Certamente Dio potrebbe fermare il Covid19 con uno schiocco di dita. Come quando Gesù fermò la violenza delle onde del mare in tempesta, e con il dito zittì il turbinare impetuoso dei venti, che minacciavano di rovesciare la fragile barca dei pescatori (Mt 14,22-36; Mc 4,35-41).
Perciò facciamo bene a pregarlo, anzi a supplicare da Lui la liberazione dal flagello. Lo abbiamo fatto con il rosario la sera del 19 marzo, e lo ha fatto il Papa davanti al Crocifisso miracoloso della chiesa di san Marcellino al Corso.
Però bisogna intendersi. Il cristianesimo ha definitivamente rotto lo schema ingenuo dell’uomo religioso, in base al quale con Dio si mercanteggia, e con Lui si possono contrattare (in cambio appunto di preghiere e sacrifici) salute, guarigione, fortuna e magari anche una vincita alla lotteria. Simile rappresentazione del rapporto religioso è doppiamente avvilente.
Anzitutto per l’uomo, ridotto a marionetta in balìa di poteri oscuri che tutt’al più può cercare di ingraziarsi. Ma anche per Dio, che fa la figura dello sbadato che si dimentica di governare la sua creazione; oppure del Dio cattivo, crudele e insensibile, una sorta di vampiro assetato del sangue delle sue creature, se non viene imbonito e placato dal sangue di qualche sacrificio o di qualche solenne preghiera. Questo, amici, è paganesimo.
Il Dio di Gesù Cristo è affatto diverso. Egli, più che a un vampiro che si compiace di succhiare il sangue delle sue creature, assomiglia a un volontario dell’AVIS, che il suo sangue lo dona, per dare la vita agli altri. Il Dio di Gesù Cristo non se ne sta avulso dai drammi e dalle tragedie del mondo, magari attendendo qualche preghiera riparatoria per stornare la propria collera. Al contrario entra, vive, condivide, porta, soffre e piange tutto il male del mondo. Anche quello causato dal Covid19. E’ il Dio crocifisso, mica l’idolo sdegnato e capriccioso dei pagani.
Per l’uomo ne vengono due enormi conseguenze. La prima è la fede. Dio può sì sedare la tempesta (e quindi facciamo benissimo a chiederglielo), ma può fare molto di più: abbracciare l’uomo, fargli compagnia. Così che l’uomo non abbia mai a sentirsi solo e abbandonato, neanche in mezzo alla burrasca. Anzi la prima cosa (sedare la tempesta) non è detto che Egli la faccia, per quanto noi giustamente gliela chiediamo; ma la seconda (stringere l’uomo nell’abbraccio della vicinanza) la fa di sicuro.

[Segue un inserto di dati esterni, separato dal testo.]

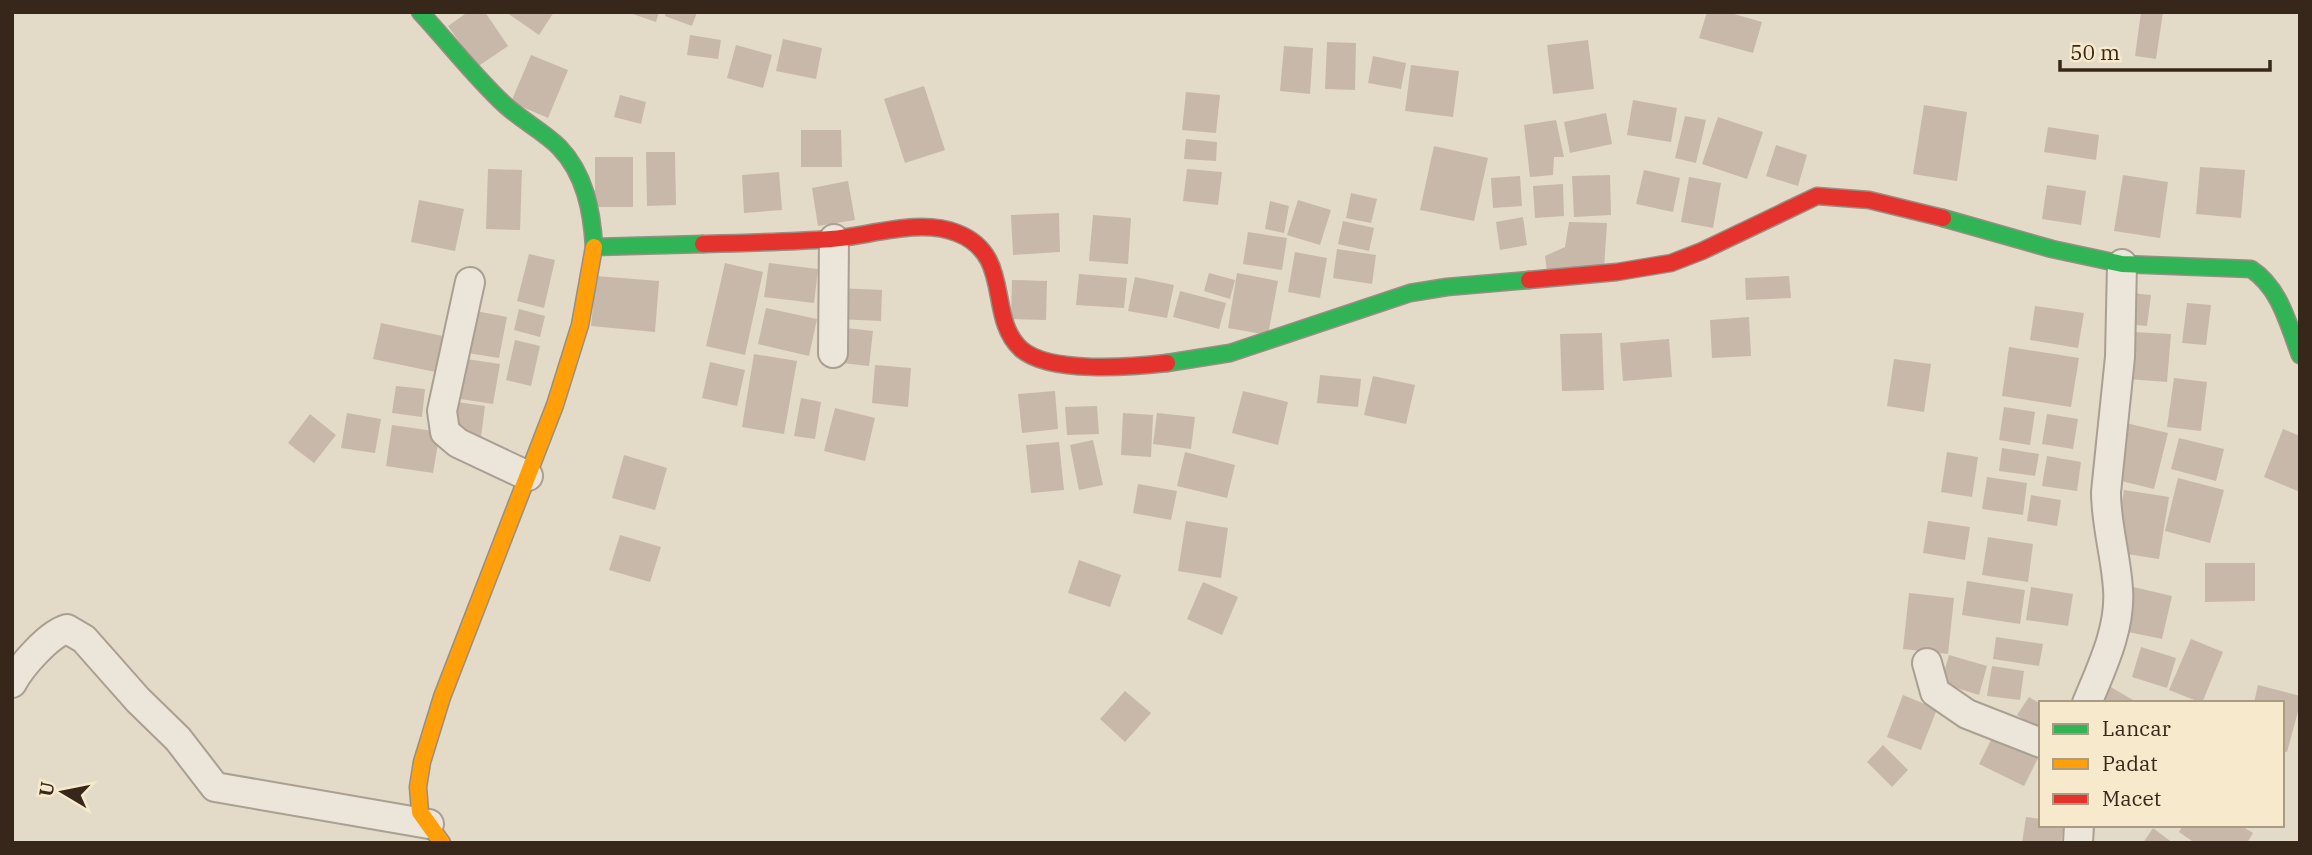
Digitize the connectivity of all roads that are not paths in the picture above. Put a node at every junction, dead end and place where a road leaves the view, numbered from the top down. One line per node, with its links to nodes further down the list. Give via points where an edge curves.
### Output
1 (420, 12): 3 (street, via 504,104 559,147 571,163 587,197)
2 (834, 239): 3 (street); 4 (street, via 923,229 965,235 976,241 991,264 1010,331 1023,351 1056,365 1102,366 1230,353 1410,293 1447,286 1588,276 1671,263 1816,196 1913,209); 6 (street)
3 (594, 247): 8 (street, via 580,325)
4 (2122, 264): 7 (street, via 2257,272 2272,285); 11 (street, via 2120,357 2106,492 2119,592 2114,633)
5 (470, 282): 8 (street, via 442,411 445,432 458,443)
6 (833, 353)
7 (2300, 355)
8 (528, 476): 13 (street, via 442,697 422,762 418,802)
9 (1927, 663): 12 (street, via 1935,692 1967,714)
10 (12, 683): 13 (street, via 25,663 57,634 70,630 85,639 178,739 215,787)
11 (2088, 701)
12 (2039, 742)
13 (436, 834)

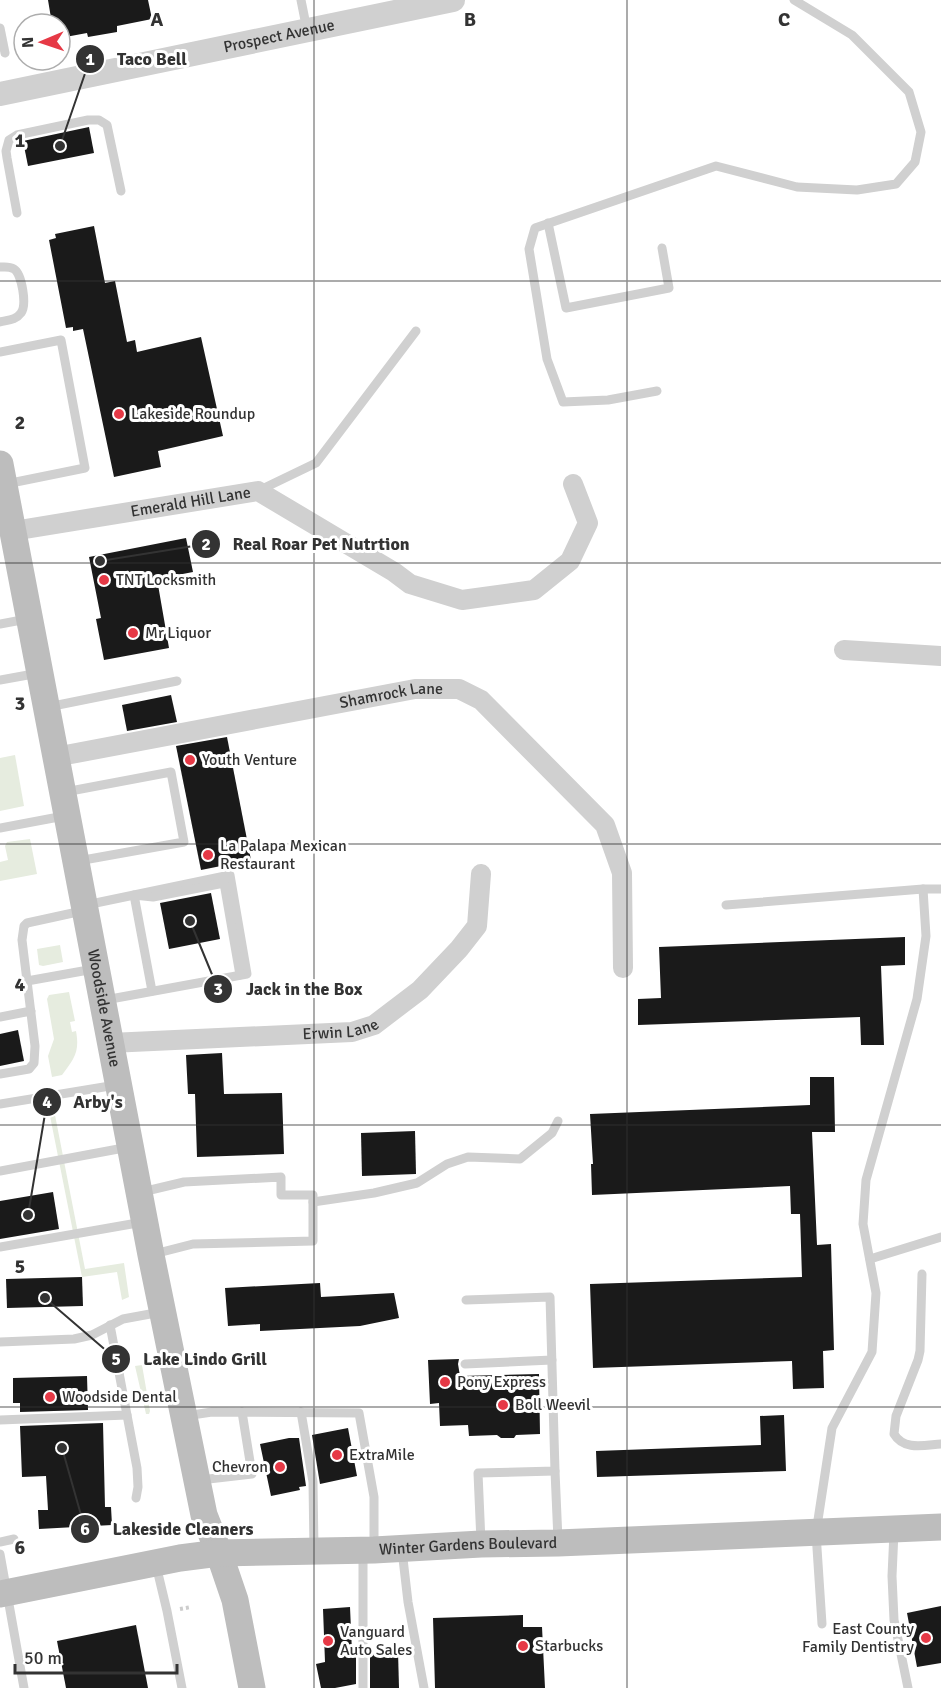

Nulla ci separerà mai dall’amore di Cristo (Rom 8,31-38). Neanche il Covid19. Questa è la fede. La fede di Pietro, che sul mare in tempesta addirittura «cammina», prim’ancora che la burrasca si plachi. Sì, «cammina»: cioè vive, lotta, spera, non va a fondo. Però egli deve, appunto, credere in Gesù: se appena un po’ la sua fede ardente si raffredda, ecco che anche Pietro comincia ad affondare («uomo di poca fede»).
Anche lui incredulo come gli altri naufraghi della barca, ai quali sembra che Dio (se mai c’è, in mezzo al diluvio) «dorme a poppa sul cuscino» (Mc), pare assente o distratto o disinteressato; oppure «sembra un fantasma» (Mt), cioè un’apparenza, un’illusione, una nostra proiezione consolatoria.
La seconda conseguenza, per l’uomo, è l’amore. Dio, davanti al male del mondo, non ha fatto discorsi: si è tirato indietro le maniche, ha consegnato sé stesso, si è lasciato ferire. Allora anche l’uomo faccia altrettanto. Di fronte al Covid19, smetta di chiedersi perché, se Dio c’è, non toglie il virus dal mondo, e si dia invece da fare anche lui, come ha fatto Dio.
Lo stanno facendo tanti medici e infermieri, che presidiano la linea del fronte. Ma anche tanti sindaci, poliziotti, commesse, panettieri, lavoratori…Anzi, ciascuno di noi può fare qualcosa: anche semplicemente stare tappato in casa (per non offrire il bersaglio al nemico), e rifornire di proiettili…spirituali (cioè di preghiere; insieme magari a mascherine e indumenti protettivi) chi sta in prima linea.
«Fai anche tu qualcosa», come ha fatto Dio. Davvero Madre Teresa c’azzeccò in pieno, con quella risposta al giornalista.